Your S2 comparison is a little complicated due to the two different cancer groups, so the proper way to handle this dataset is definitely though the DESeq2 methods for those kind of confounding variables. This constrains us somewhat in the options for running GSEA, in that you'd probably want all three datasets analyzed the same way if comparing their end results. So if you have the differential expression calculations for T1, T2, and T3 separately, you can use the differential expression calculations from all genes (not just the significant DEGs or common DEGs) in three separate RNK files: 

https://software.broadinstitute.org/cancer/software/gsea/wiki/index.php/Data_formats#RNK:_Ranked_list_file_format_.28.2A.rnk.29

One for each comparison. And then you should be able to look for common enrichments by loading the three experiments into Enrichment Map.
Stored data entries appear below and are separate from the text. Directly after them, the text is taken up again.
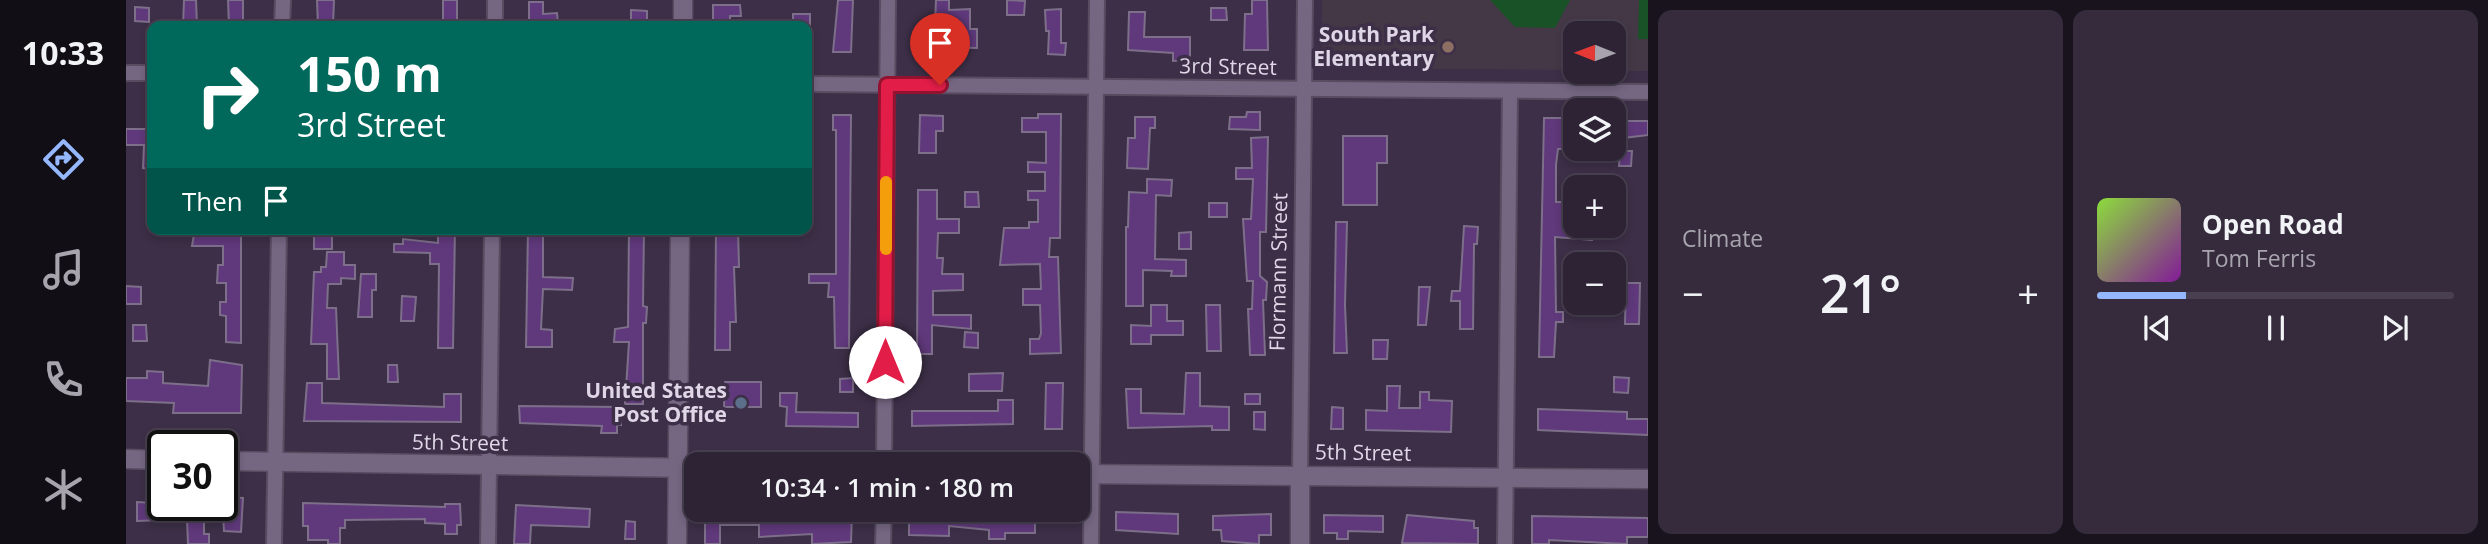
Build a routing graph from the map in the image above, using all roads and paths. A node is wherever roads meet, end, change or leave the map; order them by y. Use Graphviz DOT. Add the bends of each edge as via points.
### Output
graph roads {
  1 [pos="283,0"];
  2 [pos="495,0"];
  3 [pos="683,0"];
  4 [pos="888,0"];
  5 [pos="1097,0"];
  6 [pos="1305,0"];
  7 [pos="282,21"];
  8 [pos="495,21"];
  9 [pos="683,21"];
  10 [pos="126,73"];
  11 [pos="147,73"];
  12 [pos="812,84"];
  13 [pos="887,85"];
  14 [pos="1095,87"];
  15 [pos="1304,88"];
  16 [pos="1510,90"];
  17 [pos="1648,92"];
  18 [pos="279,235"];
  19 [pos="492,235"];
  20 [pos="680,235"];
  21 [pos="884,452"];
  22 [pos="1086,452"];
  23 [pos="126,459"];
  24 [pos="147,460"];
  25 [pos="238,461"];
  26 [pos="275,462"];
  27 [pos="489,466"];
  28 [pos="677,468"];
  29 [pos="684,468"];
  30 [pos="1090,474"];
  31 [pos="1300,475"];
  32 [pos="1506,477"];
  33 [pos="1648,479"];
  34 [pos="884,522"];
  35 [pos="1089,522"];
  36 [pos="274,544"];
  37 [pos="488,544"];
  38 [pos="677,544"];
  39 [pos="883,544"];
  40 [pos="1091,544"];
  41 [pos="1300,544"];
  42 [pos="1505,544"];
  1 -- 7 [label="street"];
  2 -- 8 [label="street"];
  3 -- 9 [label="main road"];
  4 -- 13 [label="street"];
  5 -- 14 [label="street"];
  6 -- 15 [label="street, Flormann Street"];
  10 -- 11 [label="street"];
  12 -- 13 [label="street, 3rd Street"];
  13 -- 14 [label="street, 3rd Street"];
  13 -- 21 [label="street"];
  14 -- 15 [label="street, 3rd Street"];
  14 -- 22 [label="street"];
  15 -- 16 [label="street, 3rd Street"];
  15 -- 31 [label="street, Flormann Street"];
  16 -- 17 [label="street, 3rd Street"];
  16 -- 32 [label="street"];
  18 -- 26 [label="street"];
  19 -- 27 [label="street"];
  20 -- 28 [label="main road"];
  23 -- 24 [label="main road"];
  25 -- 26 [label="main road, 5th Street"];
  26 -- 27 [label="main road, 5th Street"];
  26 -- 36 [label="street"];
  27 -- 28 [label="main road, 5th Street"];
  27 -- 37 [label="street"];
  28 -- 29 [label="main road, 5th Street"];
  28 -- 38 [label="main road"];
  30 -- 31 [label="main road, 5th Street"];
  31 -- 32 [label="main road, 5th Street"];
  31 -- 41 [label="main road, Flormann Street"];
  32 -- 33 [label="main road, 5th Street"];
  32 -- 42 [label="street"];
  34 -- 39 [label="street"];
  35 -- 40 [label="street"];
}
You would't be able to use the built in GSEA function for this as it doesn't allow multisample comparisons. But on the Cytoscape side there are more elaborate options that let you import multiple datasets. You can find the EnrichmentMap documentation here: https://enrichmentmap.readthedocs.io/en/latest/ I know it has instructions for looking at two samples, and I'm pretty sure it supports more than that.

 

Then using the resulting EnrichmentMap you can find which gene sets are commonly enriched across your samples, and see if the directions are concordant. Might an approach like that work for you?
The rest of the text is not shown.